Hoddle has been widely criticised for revealing details of Paul Gascoigne's tantrum on learning he had been omitted from England's World Cup squad, but Shearer said yesterday he had no problem with his coach's revelations.

"I have been amazed by some of the comments made over the past week in connection with Glenn Hoddle's new book," Shearer said.

"I was given a copy of it yesterday and have read all the extracts relating to me, as well as several other bits which caught my eye. It seemed fairly straightforward to me, and I did not feel that any of my confidences had been broken."

The England squad are currently gathered at Bisham Abbey for a get-together ahead of next month's opening Euro 2000 qualifying match against Sweden in Stockholm, and Shearer said he did not believe his team-mates would have "any real problem" with the coach's memoirs from France 98, despite suggestions the England players might have lost confidence in Hoddle.

"Everyone else named in the book will want to read the parts that are relevant to them and form their own views - but, when they do, I doubt if there will be any real problem," Shearer said.

"All the players really want to do is get on with the important business of qualifying for the European Championship finals," he added.

Hoddle's book - published this week - will not be the last to details events in the England camp during the summer. Manchester United's Teddy Sheringham is working on an autobiography which is due out in October and will include details of the pre-World Cup nightclubbing antics that caused a rift between himself and Hoddle, while Arsenal's Tony Adams has also written a book, due out in September.

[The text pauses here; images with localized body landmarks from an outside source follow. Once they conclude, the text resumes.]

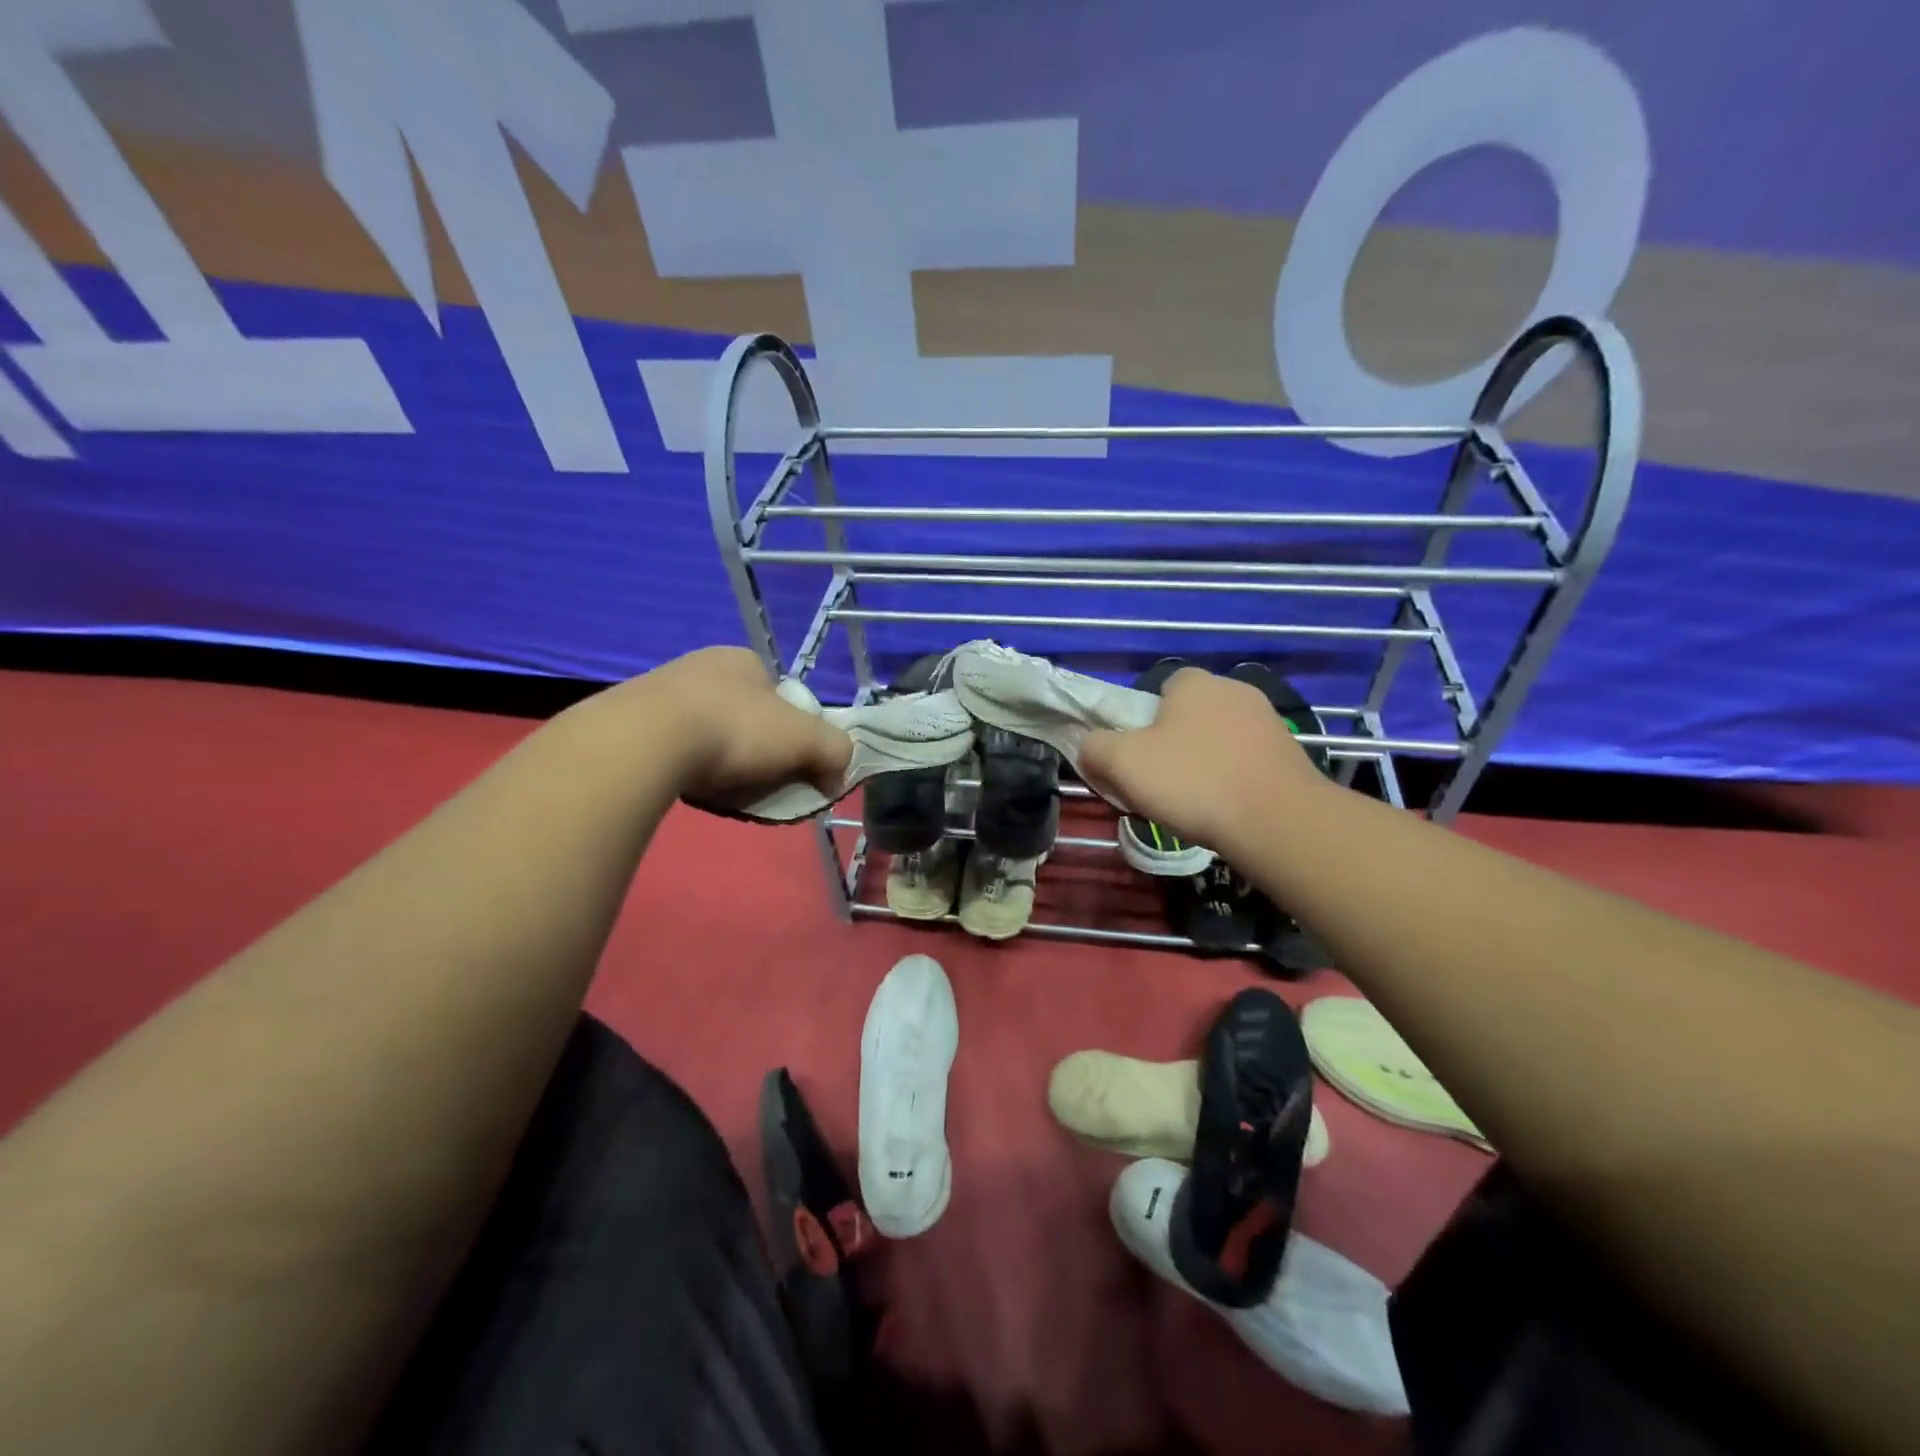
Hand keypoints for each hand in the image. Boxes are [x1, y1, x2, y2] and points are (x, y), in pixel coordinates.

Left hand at [635, 647, 851, 811]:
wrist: (647, 740)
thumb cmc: (737, 729)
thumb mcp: (806, 740)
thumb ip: (835, 752)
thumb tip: (837, 778)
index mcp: (745, 660)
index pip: (782, 697)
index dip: (793, 732)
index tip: (790, 764)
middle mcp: (703, 665)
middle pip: (746, 715)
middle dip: (756, 749)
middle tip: (758, 782)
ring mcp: (662, 689)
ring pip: (708, 732)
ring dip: (720, 759)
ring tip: (722, 789)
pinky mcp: (631, 719)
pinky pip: (673, 747)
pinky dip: (687, 767)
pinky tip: (688, 785)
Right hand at [1079, 667, 1331, 855]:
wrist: (1277, 821)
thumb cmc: (1193, 781)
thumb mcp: (1122, 763)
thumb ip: (1095, 748)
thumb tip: (1092, 748)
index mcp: (1193, 682)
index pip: (1160, 690)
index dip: (1142, 723)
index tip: (1138, 758)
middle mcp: (1234, 689)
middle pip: (1189, 716)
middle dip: (1174, 744)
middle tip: (1161, 784)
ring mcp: (1267, 721)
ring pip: (1218, 739)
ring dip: (1205, 763)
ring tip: (1195, 804)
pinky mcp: (1290, 753)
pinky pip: (1246, 761)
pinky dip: (1233, 780)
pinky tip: (1227, 809)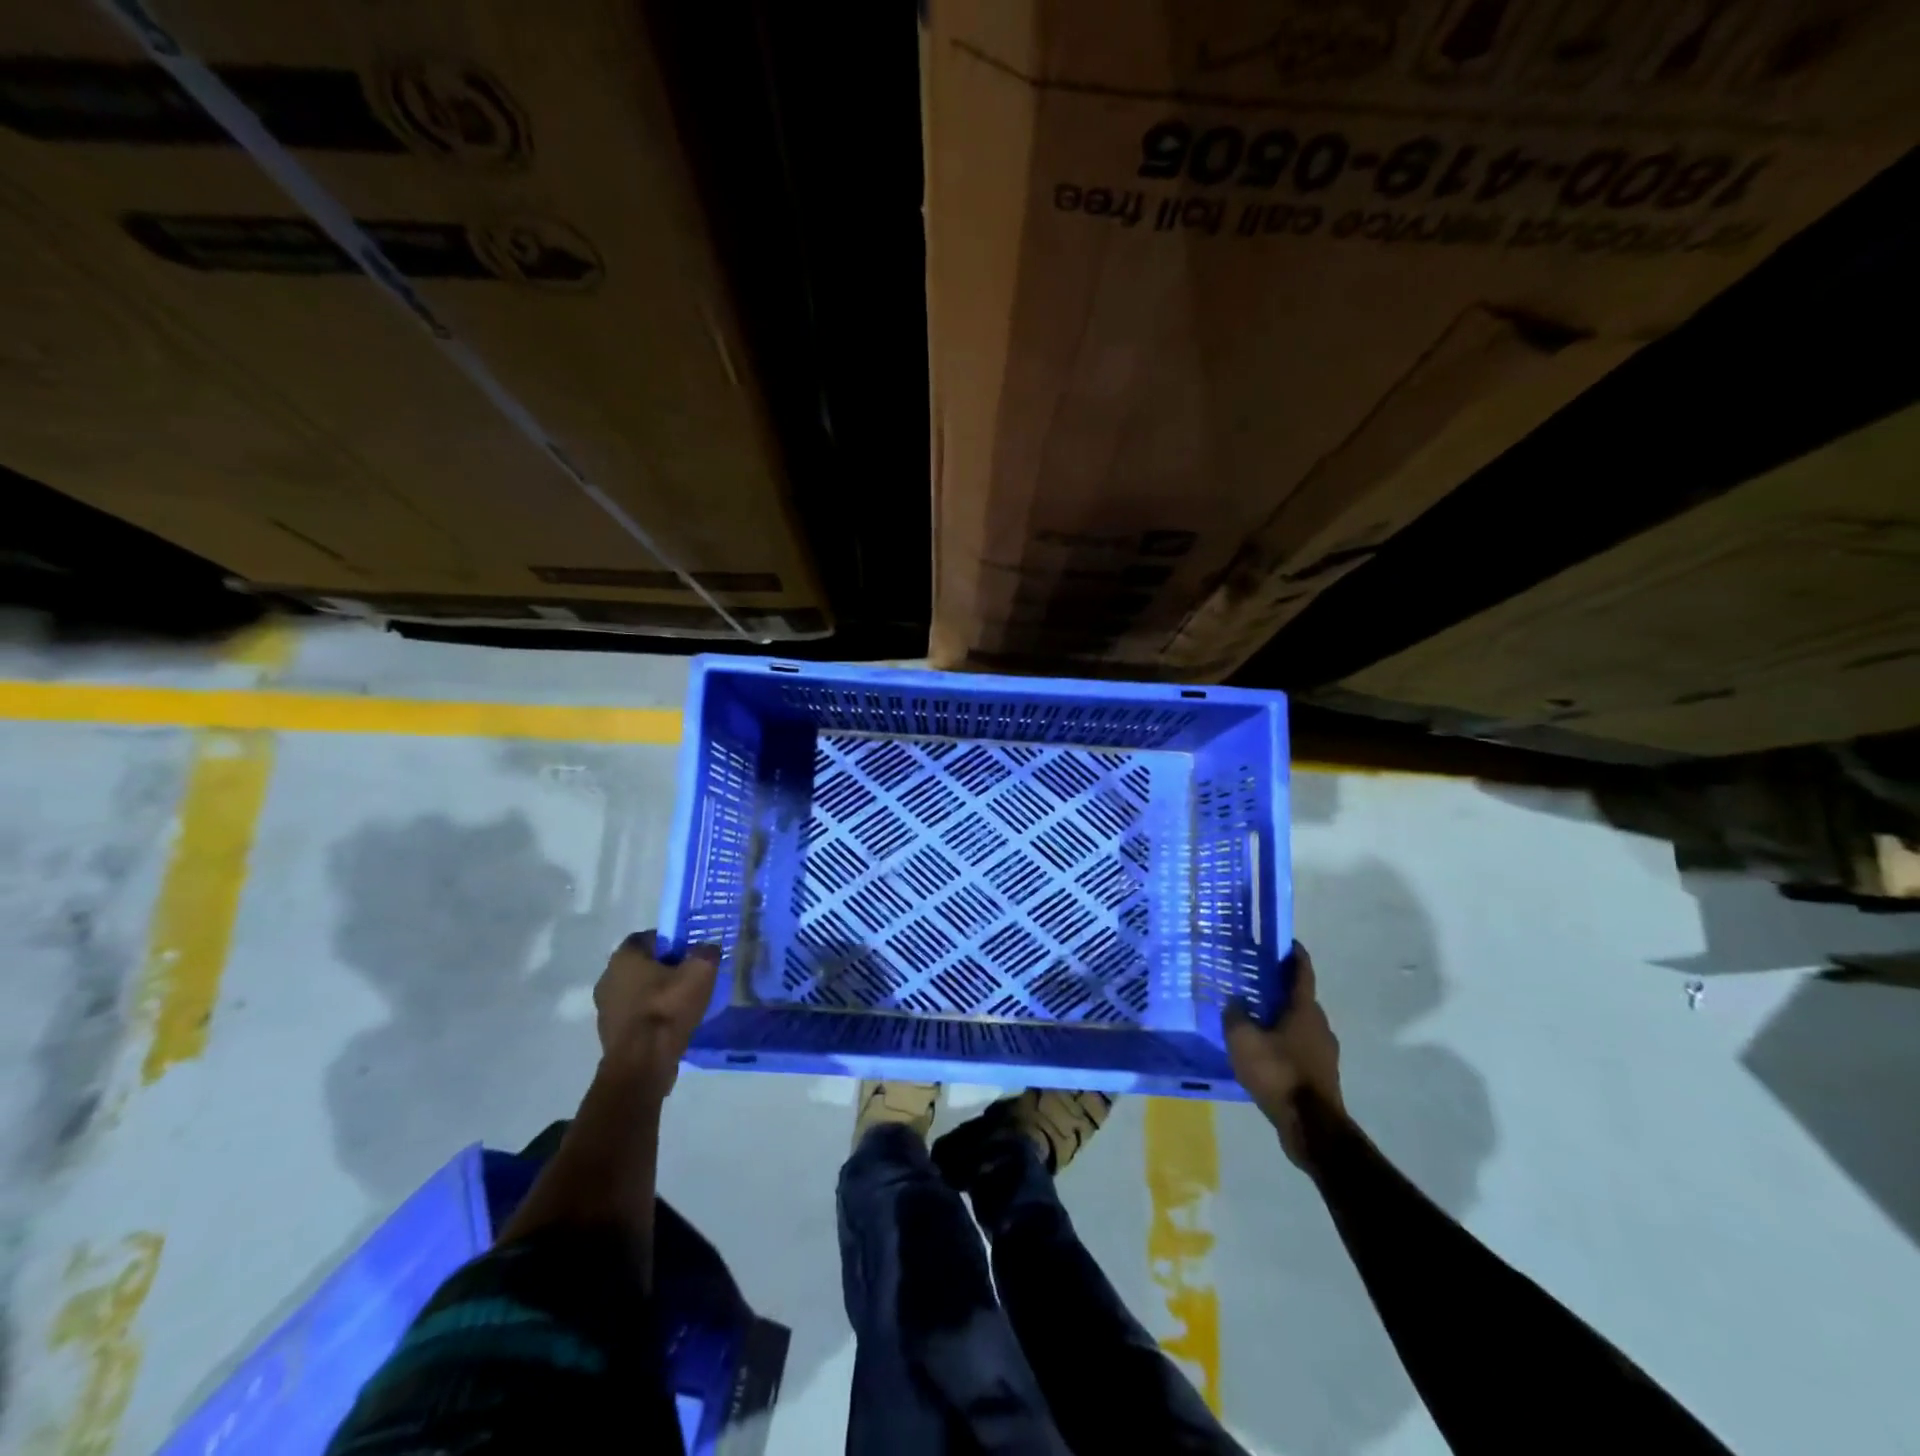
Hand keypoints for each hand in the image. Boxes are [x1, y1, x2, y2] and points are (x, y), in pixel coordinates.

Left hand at [594, 931, 719, 1096]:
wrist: (642, 1064)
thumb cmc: (668, 1008)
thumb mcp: (701, 971)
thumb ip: (706, 952)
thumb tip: (706, 949)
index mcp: (624, 957)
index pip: (649, 937)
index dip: (672, 942)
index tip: (691, 953)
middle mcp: (608, 977)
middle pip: (643, 965)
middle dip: (666, 969)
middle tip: (690, 977)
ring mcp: (606, 1008)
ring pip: (638, 991)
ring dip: (658, 994)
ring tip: (684, 1004)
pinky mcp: (610, 1034)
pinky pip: (636, 1015)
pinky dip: (652, 1017)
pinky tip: (672, 1026)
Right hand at [1225, 942, 1344, 1167]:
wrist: (1312, 1128)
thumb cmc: (1278, 1073)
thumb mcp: (1243, 1040)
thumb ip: (1235, 1016)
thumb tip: (1234, 1003)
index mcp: (1304, 1009)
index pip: (1302, 971)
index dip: (1293, 953)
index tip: (1283, 941)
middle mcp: (1319, 1025)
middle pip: (1299, 998)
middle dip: (1278, 988)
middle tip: (1252, 982)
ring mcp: (1324, 1052)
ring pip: (1299, 1025)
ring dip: (1279, 1018)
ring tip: (1252, 1020)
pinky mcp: (1321, 1075)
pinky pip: (1299, 1048)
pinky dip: (1283, 1043)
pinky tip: (1262, 1054)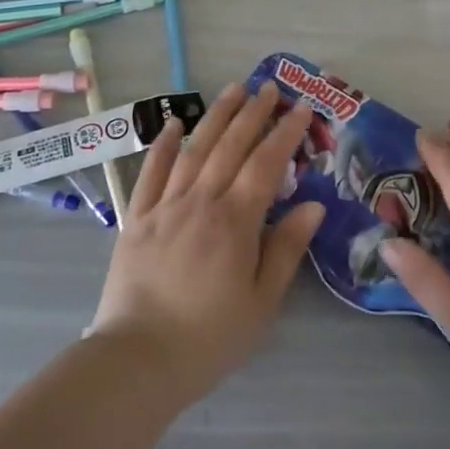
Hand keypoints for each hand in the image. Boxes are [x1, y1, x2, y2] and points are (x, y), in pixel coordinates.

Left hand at [89, 82, 325, 406]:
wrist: (137, 361)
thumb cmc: (209, 337)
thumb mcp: (262, 302)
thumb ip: (286, 249)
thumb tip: (313, 204)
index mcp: (235, 221)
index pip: (266, 163)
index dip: (285, 132)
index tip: (301, 108)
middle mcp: (201, 201)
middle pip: (231, 146)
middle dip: (253, 112)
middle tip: (269, 87)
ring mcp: (165, 206)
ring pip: (194, 149)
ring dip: (215, 116)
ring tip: (233, 89)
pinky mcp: (136, 219)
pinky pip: (151, 172)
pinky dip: (162, 145)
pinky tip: (172, 123)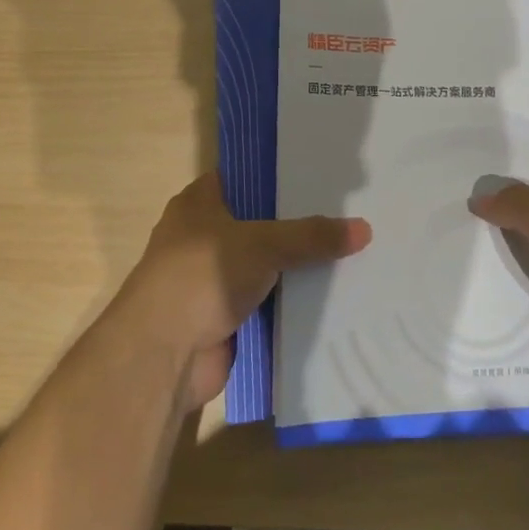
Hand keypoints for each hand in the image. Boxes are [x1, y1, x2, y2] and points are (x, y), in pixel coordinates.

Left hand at [121, 172, 370, 410]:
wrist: (163, 355)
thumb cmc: (202, 275)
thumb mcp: (262, 243)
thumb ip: (311, 235)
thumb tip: (365, 229)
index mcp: (198, 203)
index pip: (244, 177)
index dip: (279, 175)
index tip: (320, 174)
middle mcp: (203, 236)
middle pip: (259, 223)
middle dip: (297, 223)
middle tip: (347, 212)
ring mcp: (212, 279)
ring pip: (265, 264)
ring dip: (296, 266)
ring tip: (350, 251)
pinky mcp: (224, 317)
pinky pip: (267, 301)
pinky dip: (291, 301)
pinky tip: (332, 295)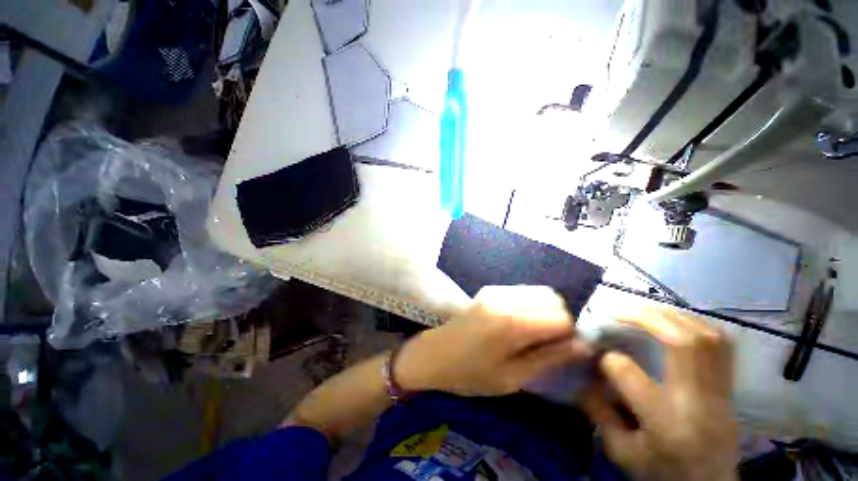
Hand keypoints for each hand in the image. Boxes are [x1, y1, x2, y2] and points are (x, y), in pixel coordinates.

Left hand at [395, 286, 591, 396]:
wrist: (434, 354)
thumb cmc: (470, 374)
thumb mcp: (512, 377)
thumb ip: (549, 358)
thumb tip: (583, 346)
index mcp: (511, 322)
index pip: (561, 317)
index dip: (568, 335)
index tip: (560, 351)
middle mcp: (505, 298)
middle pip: (552, 298)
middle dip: (558, 320)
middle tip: (546, 343)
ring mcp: (495, 290)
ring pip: (538, 292)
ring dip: (544, 311)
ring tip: (532, 335)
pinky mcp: (489, 289)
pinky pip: (522, 292)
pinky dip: (530, 305)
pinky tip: (517, 324)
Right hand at [583, 307, 738, 480]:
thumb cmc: (661, 473)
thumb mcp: (621, 451)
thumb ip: (599, 410)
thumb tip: (585, 371)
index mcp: (666, 424)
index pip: (629, 374)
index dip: (608, 360)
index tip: (598, 357)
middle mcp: (699, 402)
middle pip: (682, 342)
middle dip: (645, 317)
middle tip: (618, 309)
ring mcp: (721, 392)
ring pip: (706, 336)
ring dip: (671, 315)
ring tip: (644, 309)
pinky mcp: (729, 387)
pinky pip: (721, 343)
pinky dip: (695, 324)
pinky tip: (675, 321)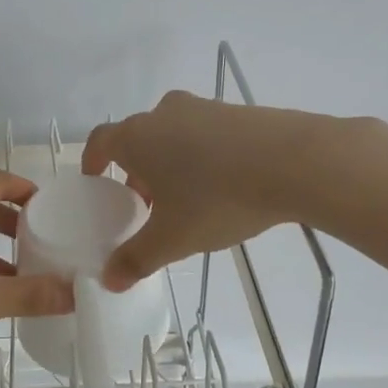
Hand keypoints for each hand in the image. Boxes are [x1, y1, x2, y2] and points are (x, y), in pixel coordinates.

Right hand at [81, 91, 339, 290]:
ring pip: (173, 134)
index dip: (93, 160)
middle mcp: (164, 114)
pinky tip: (223, 183)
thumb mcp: (173, 238)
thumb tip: (109, 280)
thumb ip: (136, 259)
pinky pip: (206, 133)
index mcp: (137, 137)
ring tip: (186, 197)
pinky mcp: (238, 111)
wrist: (294, 162)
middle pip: (138, 138)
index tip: (95, 179)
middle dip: (136, 169)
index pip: (101, 141)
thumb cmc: (217, 198)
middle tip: (144, 202)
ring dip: (170, 161)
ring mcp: (204, 107)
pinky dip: (202, 154)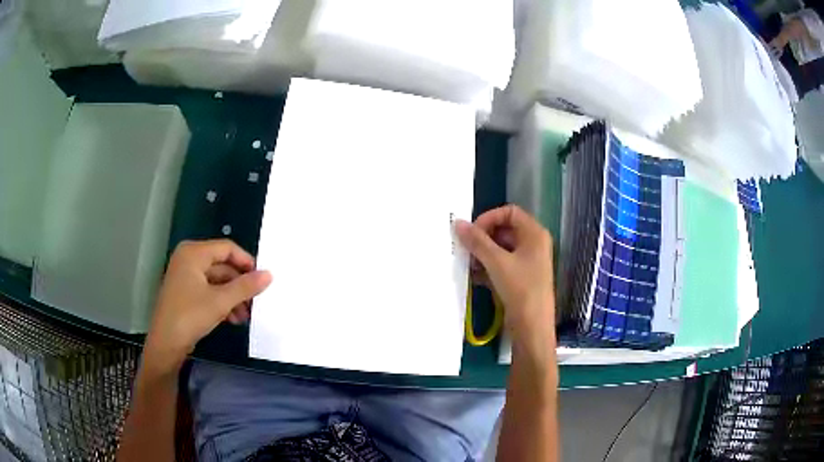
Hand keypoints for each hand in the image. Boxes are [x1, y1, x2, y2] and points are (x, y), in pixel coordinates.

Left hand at [143, 240, 271, 373]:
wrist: (166, 344)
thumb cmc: (190, 315)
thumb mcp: (221, 301)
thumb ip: (245, 287)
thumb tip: (269, 275)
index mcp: (194, 253)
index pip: (227, 248)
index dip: (246, 262)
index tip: (262, 279)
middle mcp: (189, 259)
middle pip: (222, 265)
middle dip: (240, 285)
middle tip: (256, 301)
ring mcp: (186, 276)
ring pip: (217, 281)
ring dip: (233, 297)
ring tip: (245, 316)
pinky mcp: (186, 293)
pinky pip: (209, 291)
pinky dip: (222, 302)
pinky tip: (233, 319)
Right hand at [456, 205, 554, 358]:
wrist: (532, 327)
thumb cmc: (520, 288)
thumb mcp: (496, 262)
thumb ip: (477, 241)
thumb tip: (457, 223)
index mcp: (534, 233)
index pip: (509, 212)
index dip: (489, 218)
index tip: (472, 232)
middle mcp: (533, 244)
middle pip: (505, 229)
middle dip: (483, 238)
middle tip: (466, 249)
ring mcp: (528, 261)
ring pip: (502, 248)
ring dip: (483, 254)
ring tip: (468, 265)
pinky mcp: (522, 277)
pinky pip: (502, 264)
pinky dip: (488, 267)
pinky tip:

Adams, meanwhile, announced yesterday he will retire at the end of this season if a nagging ankle injury continues to hinder his ability to play. The England defender has to take anti-inflammatory tablets before matches and he is worried that the side-effects may cause permanent damage.

"If I find I have to take them before every game this season, then I will have to give a lot of thought to carrying on next season," Adams said. "Ideally, I would like to play for at least another couple of seasons and finish at the top.

"The appetite is very much there. But I want a life after football and there have been worrying reports of long-term side-effects from constant use of these tablets."

If Adams did retire at the end of the current season, it would be a loss not only for Arsenal, but also for the England team.

A stable environment in which the national side can prepare for Euro 2000 is the one of the Football Association's highest priorities, as it emphasised yesterday by making a renewed attempt to persuade Hoddle to sign a new long-term contract to take the team through to the 2002 World Cup.

The FA's chief executive, Graham Kelly, and its chairman, Keith Wiseman, have made it clear they regard the row over Hoddle's book as trivial and want him to sign a new contract as soon as possible, and a source at the FA said yesterday: "The leadership of the FA are determined to remove any uncertainty about Glenn's future as soon as possible.

"There is an obligation now, after two years, to review the contract so it seems like a good time to sort it all out and they want to do that on a long term basis.

"The last thing the FA need is any sort of doubt in the way it existed with Terry Venables. Ideally, a new contract should be sorted out very quickly and it should give us a long period of stability right the way through to the next World Cup."